Ryder shakes his head. “I don’t think I could do that. I mean, even if I could survive the process I don’t think I’d _want_ to do it. The things we do, being the pathfinder and setting up the vaults and everything...” he drops his gaze to his hands, fidgeting on his knees. “I don’t think I could go back to anything else. Sometimes I feel like I’ve waited my whole life to do this. Does that sound weird?”

Gil grins, part reflex, part incredulity, because they both know he doesn’t have a clue what he’s doing with his own life most days. “You’re asking me?”

“Yeah,” Ryder says, and he meets Gil’s eyes properly this time. “I guess I am. I mean, my dad _died_ giving me this job. How fucked is it that I feel like it’s what I’m meant for?”

For a moment all Gil can think is _be careful what you wish for_ , which is pretty useless as far as advice goes and doubly annoying because it’s at least half self-recriminatory reaction to finally getting Ryder’s attention in any sort of serious way. The guy just looks even younger than usual, and so _vulnerable_ with his bare feet and trailing pantcuffs and that needy look in his eyes. And then he thinks, _Shit, Gil, fucking say something you idiot._

He starts with, “I can’t speak for your dad, obviously,” and grasps for more words. “From what I’ve heard, it doesn’t seem like anyone really can, but I _do_ know that you’ve done some pretty impossible things since you got here and it’s doing a lot of people a lot of good. And it seems to me that if you find meaning in that, if that’s what gets you through the day and helps you find your own peace, who cares what anyone else thinks? You find your purpose, you don’t let that go for anything.
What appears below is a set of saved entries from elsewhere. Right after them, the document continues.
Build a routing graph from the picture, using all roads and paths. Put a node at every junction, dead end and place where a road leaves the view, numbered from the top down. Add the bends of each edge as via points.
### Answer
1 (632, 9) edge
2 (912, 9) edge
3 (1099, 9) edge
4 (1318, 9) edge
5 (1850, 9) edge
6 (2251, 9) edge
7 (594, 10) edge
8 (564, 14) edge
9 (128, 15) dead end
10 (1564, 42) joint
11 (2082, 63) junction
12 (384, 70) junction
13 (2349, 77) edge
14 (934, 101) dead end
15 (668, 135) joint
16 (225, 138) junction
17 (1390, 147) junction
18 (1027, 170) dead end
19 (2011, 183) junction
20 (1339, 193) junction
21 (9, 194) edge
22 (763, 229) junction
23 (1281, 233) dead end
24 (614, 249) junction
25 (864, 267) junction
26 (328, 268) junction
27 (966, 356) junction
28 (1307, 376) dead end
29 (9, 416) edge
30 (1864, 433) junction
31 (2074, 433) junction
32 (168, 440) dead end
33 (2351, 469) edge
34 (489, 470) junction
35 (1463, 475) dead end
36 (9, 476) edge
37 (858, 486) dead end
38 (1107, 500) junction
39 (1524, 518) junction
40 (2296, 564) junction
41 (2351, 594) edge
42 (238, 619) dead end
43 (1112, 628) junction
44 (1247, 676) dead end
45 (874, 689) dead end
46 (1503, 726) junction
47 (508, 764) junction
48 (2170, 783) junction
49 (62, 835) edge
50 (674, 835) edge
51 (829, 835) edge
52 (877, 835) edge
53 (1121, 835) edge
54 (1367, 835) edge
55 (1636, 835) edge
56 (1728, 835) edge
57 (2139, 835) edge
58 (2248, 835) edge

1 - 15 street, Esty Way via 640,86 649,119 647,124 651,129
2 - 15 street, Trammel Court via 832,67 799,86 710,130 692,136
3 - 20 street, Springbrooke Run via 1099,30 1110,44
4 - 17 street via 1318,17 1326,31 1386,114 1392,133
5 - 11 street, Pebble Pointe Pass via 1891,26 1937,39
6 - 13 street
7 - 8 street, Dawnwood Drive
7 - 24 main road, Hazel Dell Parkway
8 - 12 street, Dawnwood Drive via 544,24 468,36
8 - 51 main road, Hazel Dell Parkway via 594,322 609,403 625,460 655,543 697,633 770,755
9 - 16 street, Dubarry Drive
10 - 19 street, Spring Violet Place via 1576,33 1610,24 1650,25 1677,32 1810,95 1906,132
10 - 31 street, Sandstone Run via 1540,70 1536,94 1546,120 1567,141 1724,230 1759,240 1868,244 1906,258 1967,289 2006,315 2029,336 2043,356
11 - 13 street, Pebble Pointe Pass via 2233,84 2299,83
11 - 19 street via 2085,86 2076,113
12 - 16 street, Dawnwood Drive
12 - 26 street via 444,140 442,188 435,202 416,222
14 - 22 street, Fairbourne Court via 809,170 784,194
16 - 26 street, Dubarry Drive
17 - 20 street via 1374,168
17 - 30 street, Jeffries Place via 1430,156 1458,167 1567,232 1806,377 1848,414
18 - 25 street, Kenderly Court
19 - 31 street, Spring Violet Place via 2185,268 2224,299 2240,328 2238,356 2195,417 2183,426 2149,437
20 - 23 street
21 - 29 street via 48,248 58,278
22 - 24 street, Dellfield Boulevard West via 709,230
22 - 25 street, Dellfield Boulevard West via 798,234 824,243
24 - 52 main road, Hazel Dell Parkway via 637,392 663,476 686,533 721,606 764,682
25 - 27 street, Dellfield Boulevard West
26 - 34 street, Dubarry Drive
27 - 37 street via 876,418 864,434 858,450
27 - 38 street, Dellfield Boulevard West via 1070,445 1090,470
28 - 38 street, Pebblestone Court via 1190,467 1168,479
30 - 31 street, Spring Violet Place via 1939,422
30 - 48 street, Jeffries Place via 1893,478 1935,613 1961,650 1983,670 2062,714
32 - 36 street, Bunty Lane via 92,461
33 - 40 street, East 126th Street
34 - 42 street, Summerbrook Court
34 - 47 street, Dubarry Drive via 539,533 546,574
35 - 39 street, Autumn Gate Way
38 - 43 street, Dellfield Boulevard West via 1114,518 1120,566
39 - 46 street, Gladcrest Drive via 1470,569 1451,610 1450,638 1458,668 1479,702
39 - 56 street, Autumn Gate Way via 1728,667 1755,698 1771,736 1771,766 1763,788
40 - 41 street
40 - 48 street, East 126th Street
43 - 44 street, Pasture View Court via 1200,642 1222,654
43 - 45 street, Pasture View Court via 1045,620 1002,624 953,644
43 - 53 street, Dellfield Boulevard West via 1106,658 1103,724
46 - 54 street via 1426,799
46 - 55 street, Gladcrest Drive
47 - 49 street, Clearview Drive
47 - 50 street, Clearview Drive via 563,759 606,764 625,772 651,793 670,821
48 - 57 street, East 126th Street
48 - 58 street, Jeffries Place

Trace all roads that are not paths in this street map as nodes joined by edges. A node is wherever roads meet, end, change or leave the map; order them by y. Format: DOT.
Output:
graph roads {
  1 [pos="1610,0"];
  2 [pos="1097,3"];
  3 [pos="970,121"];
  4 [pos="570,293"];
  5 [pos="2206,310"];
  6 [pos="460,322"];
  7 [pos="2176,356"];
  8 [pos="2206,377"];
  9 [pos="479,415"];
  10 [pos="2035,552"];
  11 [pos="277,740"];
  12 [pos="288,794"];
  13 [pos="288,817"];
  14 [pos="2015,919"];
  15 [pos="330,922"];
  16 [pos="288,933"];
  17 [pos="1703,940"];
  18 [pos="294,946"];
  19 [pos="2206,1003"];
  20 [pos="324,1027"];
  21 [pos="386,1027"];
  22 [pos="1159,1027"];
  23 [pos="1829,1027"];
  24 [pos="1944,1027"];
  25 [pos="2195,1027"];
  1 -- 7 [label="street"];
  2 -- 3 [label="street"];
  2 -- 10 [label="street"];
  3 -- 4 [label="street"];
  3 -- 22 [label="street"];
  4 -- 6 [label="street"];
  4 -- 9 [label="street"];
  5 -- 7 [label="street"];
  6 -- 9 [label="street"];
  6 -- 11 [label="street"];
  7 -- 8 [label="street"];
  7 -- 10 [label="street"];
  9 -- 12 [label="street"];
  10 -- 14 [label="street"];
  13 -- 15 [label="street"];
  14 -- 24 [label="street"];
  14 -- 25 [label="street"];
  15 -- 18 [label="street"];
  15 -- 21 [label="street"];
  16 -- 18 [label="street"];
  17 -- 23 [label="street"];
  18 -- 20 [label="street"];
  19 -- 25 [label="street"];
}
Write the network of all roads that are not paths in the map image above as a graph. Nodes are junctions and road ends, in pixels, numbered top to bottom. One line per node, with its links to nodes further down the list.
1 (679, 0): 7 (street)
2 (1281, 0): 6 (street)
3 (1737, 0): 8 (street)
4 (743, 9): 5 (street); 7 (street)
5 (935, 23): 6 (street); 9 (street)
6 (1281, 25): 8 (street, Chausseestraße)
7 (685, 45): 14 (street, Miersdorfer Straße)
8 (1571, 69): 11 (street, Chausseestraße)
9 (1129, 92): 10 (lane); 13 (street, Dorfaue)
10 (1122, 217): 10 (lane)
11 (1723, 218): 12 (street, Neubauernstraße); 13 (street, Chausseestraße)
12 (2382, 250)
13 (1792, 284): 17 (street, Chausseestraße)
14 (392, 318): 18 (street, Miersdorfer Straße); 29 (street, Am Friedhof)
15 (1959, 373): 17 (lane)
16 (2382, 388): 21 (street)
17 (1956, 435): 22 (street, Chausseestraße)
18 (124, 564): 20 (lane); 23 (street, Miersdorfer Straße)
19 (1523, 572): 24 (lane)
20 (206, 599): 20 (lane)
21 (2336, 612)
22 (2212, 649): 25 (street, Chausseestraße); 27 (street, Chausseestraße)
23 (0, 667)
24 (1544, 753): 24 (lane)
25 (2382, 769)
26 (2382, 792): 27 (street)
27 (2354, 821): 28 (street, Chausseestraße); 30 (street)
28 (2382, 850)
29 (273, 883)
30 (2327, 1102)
That’s how it’s supposed to work, right?”

Ryder chews on his lip for a moment, looking confused.

“Huh,” he says.

“What. Did I garble something in there? Did it not make sense? Because I’ve been known to not make sense sometimes.”

“No, it’s—I think you’re right,” he says. “I just didn’t expect it. From you.”

Gil thinks he might be a little offended by that, but then Ryder smiles again, soft and sweet, and he says, “Thanks, Gil.”

“Sure—uh, sure thing.” Gil clears his throat. “Anytime.”

“Got any more stories?” Ryder asks, and Gil starts off on the first thing that pops into his head because there’s no way he’s saying no _now,_ and that’s how he ends up regaling the human pathfinder with the rather cliche tale of his personal first contact adventure, aka that time he hadn’t realized his batarian poker partner was in the Blue Suns until _after_ he’d taken all the guy’s money.

The next time he looks over Ryder’s asleep against the crates, curled in on himself with his knees pulled up to his chest and his head pillowed on his arms. When Gil looks back at his datapad, trying to decide if he has time to strip off his gloves and go find a blanket before the final checks start chiming completion, there’s a message from SAM in the bottom corner.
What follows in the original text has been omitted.